Dataset records:
........

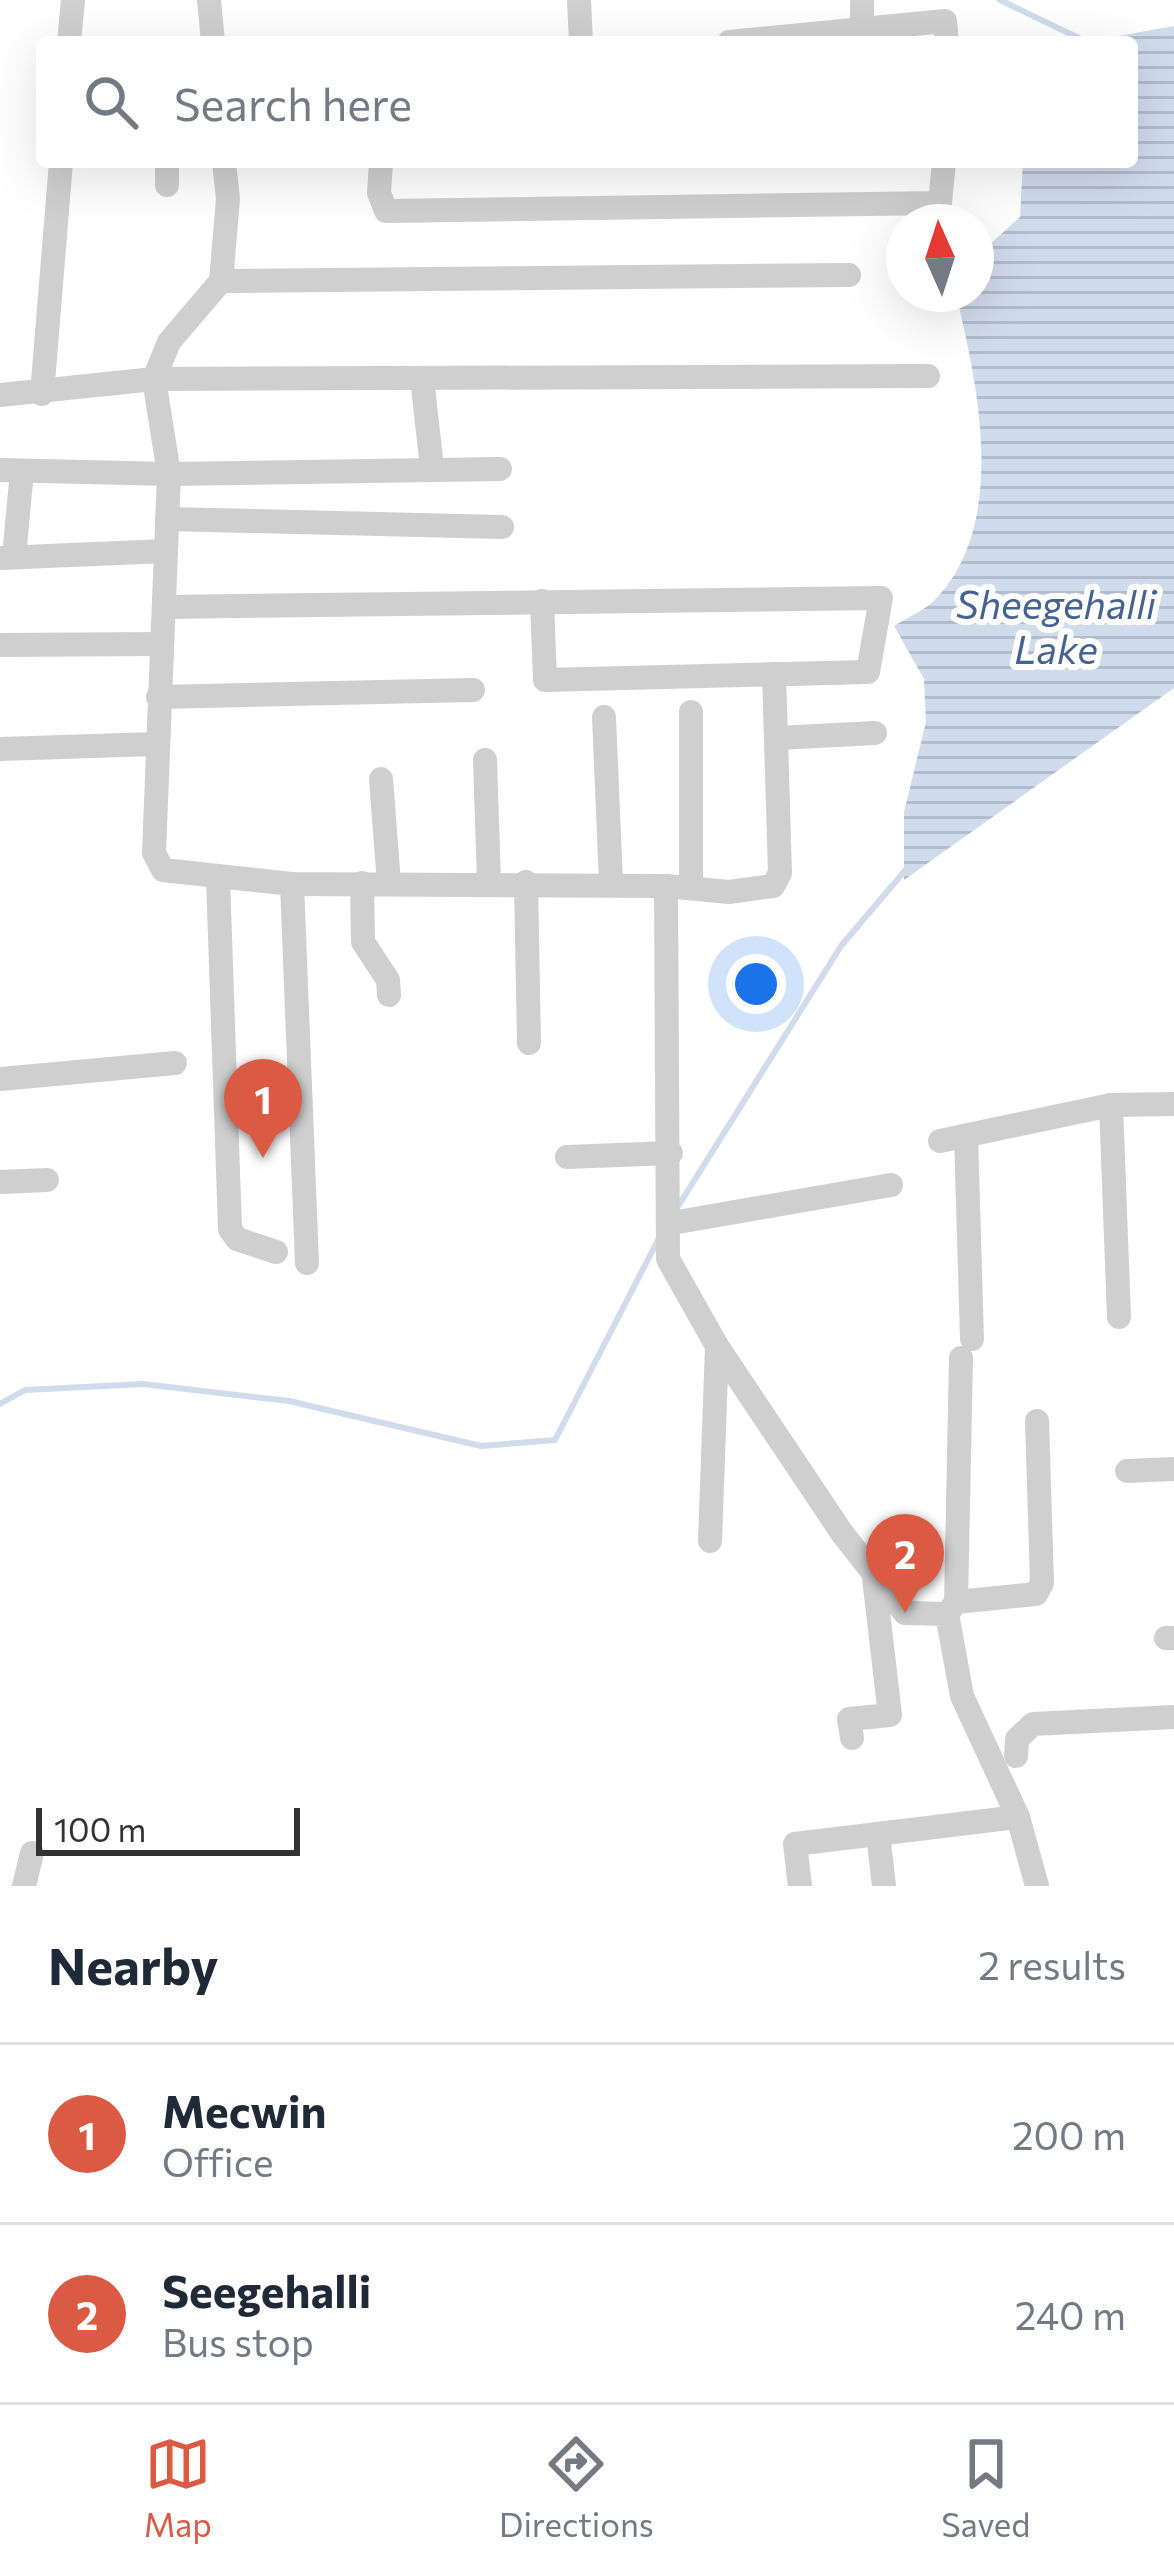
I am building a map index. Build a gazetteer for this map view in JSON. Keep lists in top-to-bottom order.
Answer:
{
  "water": ["Sheegehalli Lake"],
  "scale_bar": "100 m",
  "north": "top",
  "page": {
    "search": "Search here",
    "pins": ["1", "2"],
    "scale": "100 m",
    "heading": ["Nearby", "2 results"],
    "list": [
      {
        "mark": "1",
        "name": "Mecwin",
        "note": "Office",
        "value": "200 m"
      },
      {
        "mark": "2",
        "name": "Seegehalli",
        "note": "Bus stop",
        "value": "240 m"
      }
    ],
    "nav": ["Map", "Directions", "Saved"]
  }
}
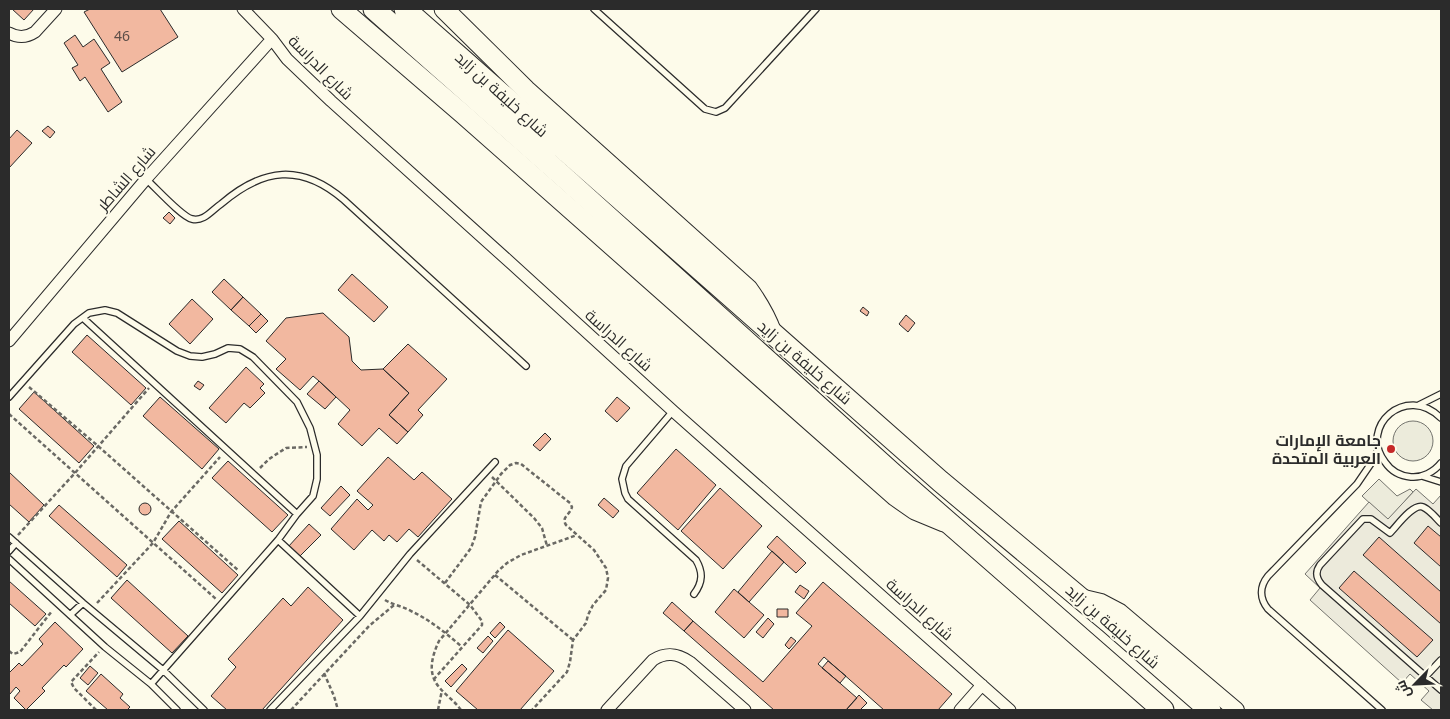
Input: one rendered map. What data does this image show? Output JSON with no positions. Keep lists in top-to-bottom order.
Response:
{
  "streets": {
    "highway": ["شارع خليفة بن زايد"],
    "street": ["شارع الدراسة", "شارع الشاطر"]
  },
  "crossings": [
    ["شارع الدراسة", "شارع الشاطر"]
  ],
  "places": ["جامعة الإمارات العربية المتحدة"],
  "house_numbers": ["46"],
  "north": "bottom left"
}
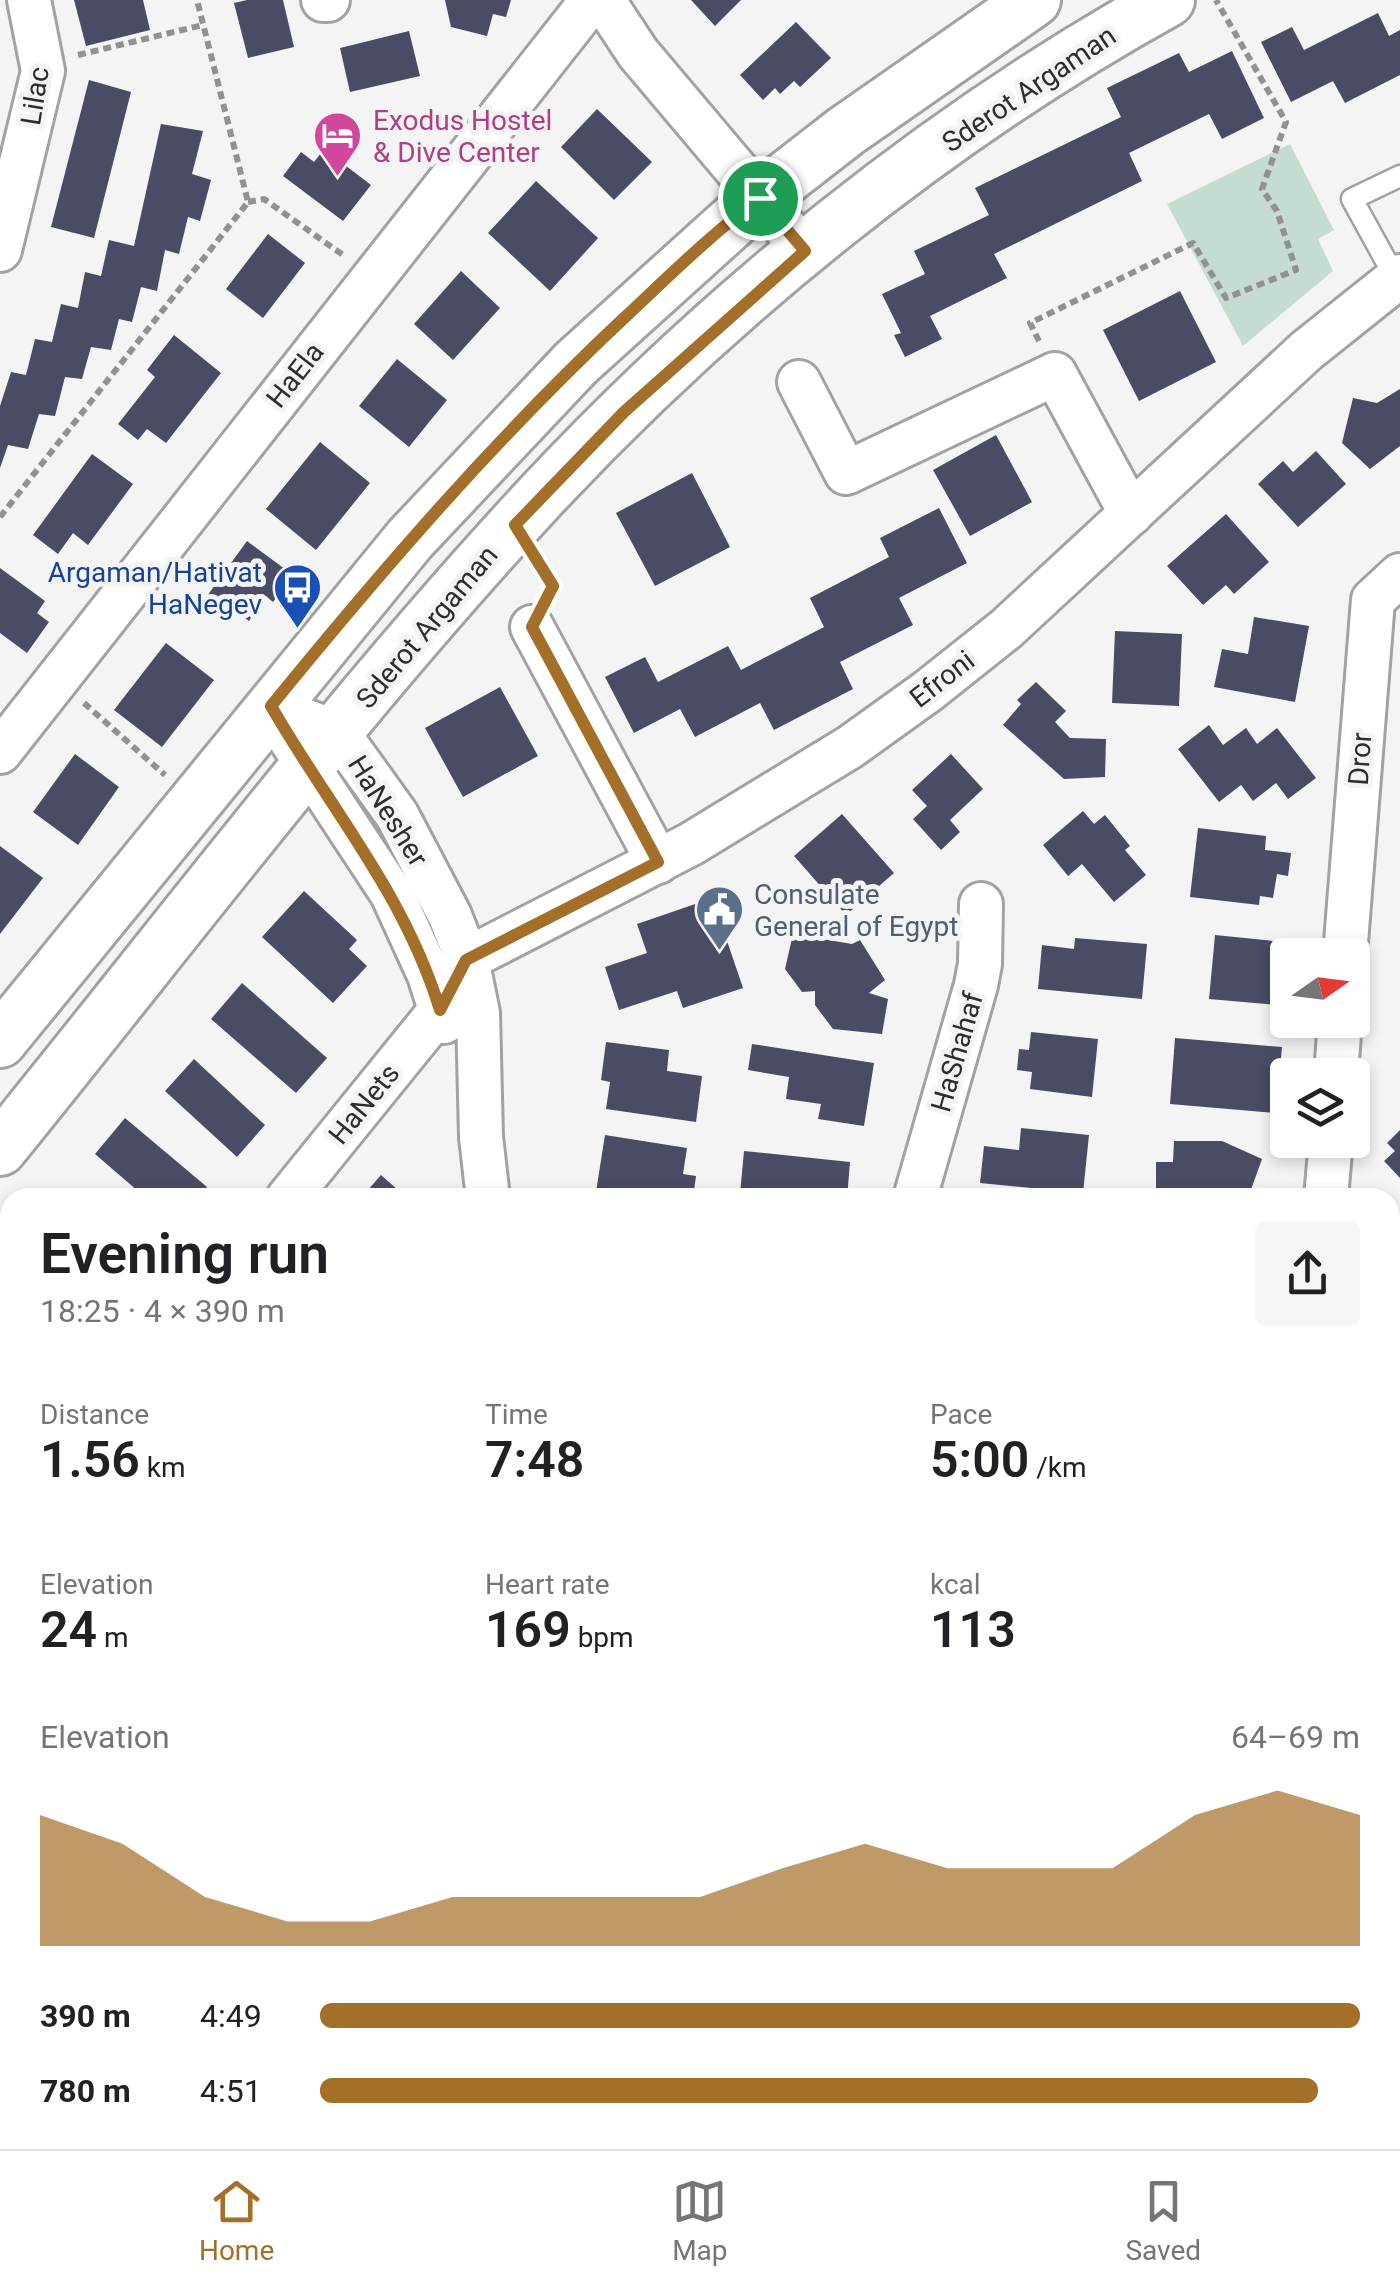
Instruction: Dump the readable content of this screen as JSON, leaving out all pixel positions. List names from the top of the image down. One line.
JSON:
{"streets":{"street":["Sderot Argaman","Lilac","HaEla","Efroni","Dror","HaNesher","HaShahaf","HaNets"]},"crossings":[["Sderot Argaman","HaNesher"],["Efroni","HaNesher"],["HaNesher","HaNets"]],"places":{"hotel":["Exodus Hostel & Dive Center"],"bus stop":["Argaman/Hativat HaNegev"],"public building":["Consulate General of Egypt"]},"north":"right","page":{"heading":["Evening run","18:25 · 4 × 390 m"],"stats":[["Distance","1.56 km"],["Time","7:48"],["Pace","5:00 /km"],["Elevation","24 m"],["Heart rate","169 bpm"],["kcal","113"]],"chart":["Elevation","64–69 m"],"list":[{"name":"390 m","note":"4:49"},{"name":"780 m","note":"4:51"}],"tabs":["Home","Map","Saved"]}}
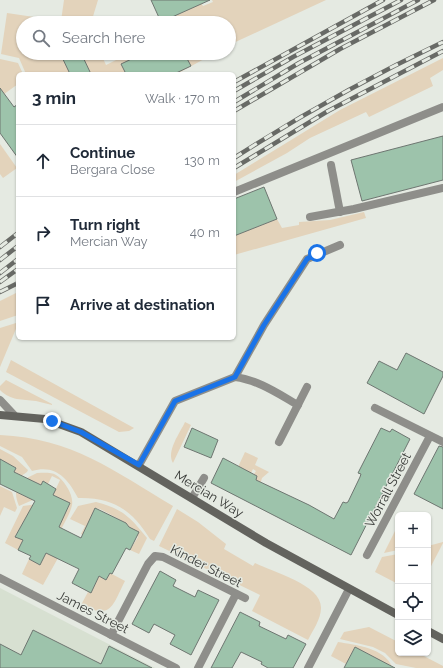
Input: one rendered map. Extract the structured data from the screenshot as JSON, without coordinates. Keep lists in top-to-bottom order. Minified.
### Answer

........

*PROMPT*. In the records above, find the line containing "Instruction: Dump the", then please restate it and each line after it word for word, pictures excluded.

*EXPECTED ANSWER*.
Instruction: Dump the readable content of this screen as JSON, leaving out all pixel positions. List names from the top of the image down. One line.
JSON:
{"streets":{"street":["Sderot Argaman","Lilac","HaEla","Efroni","Dror","HaNesher","HaShahaf","HaNets"]},"crossings":[["Sderot Argaman","HaNesher"],["Efroni","HaNesher"],["HaNesher","HaNets"]],"places":{"hotel":["Exodus Hostel & Dive Center"],"bus stop":["Argaman/Hativat HaNegev"],"public building":["Consulate General of Egypt"]},"north":"right","page":{"heading":["Evening run","18:25 · 4 × 390 m"],"stats":[["Distance","1.56 km"],["Time","7:48"],["Pace","5:00 /km"],["Elevation","24 m"],["Heart rate","169 bpm"],["kcal","113"]],"chart":["Elevation","64–69 m"],"list":[{"name":"390 m","note":"4:49"},{"name":"780 m","note":"4:51"}],"tabs":["Home","Map","Saved"]}}
Input: one rendered map. Extract the structured data from the screenshot as JSON, without coordinates. Keep lists in top-to-bottom order. Minified.
### Answer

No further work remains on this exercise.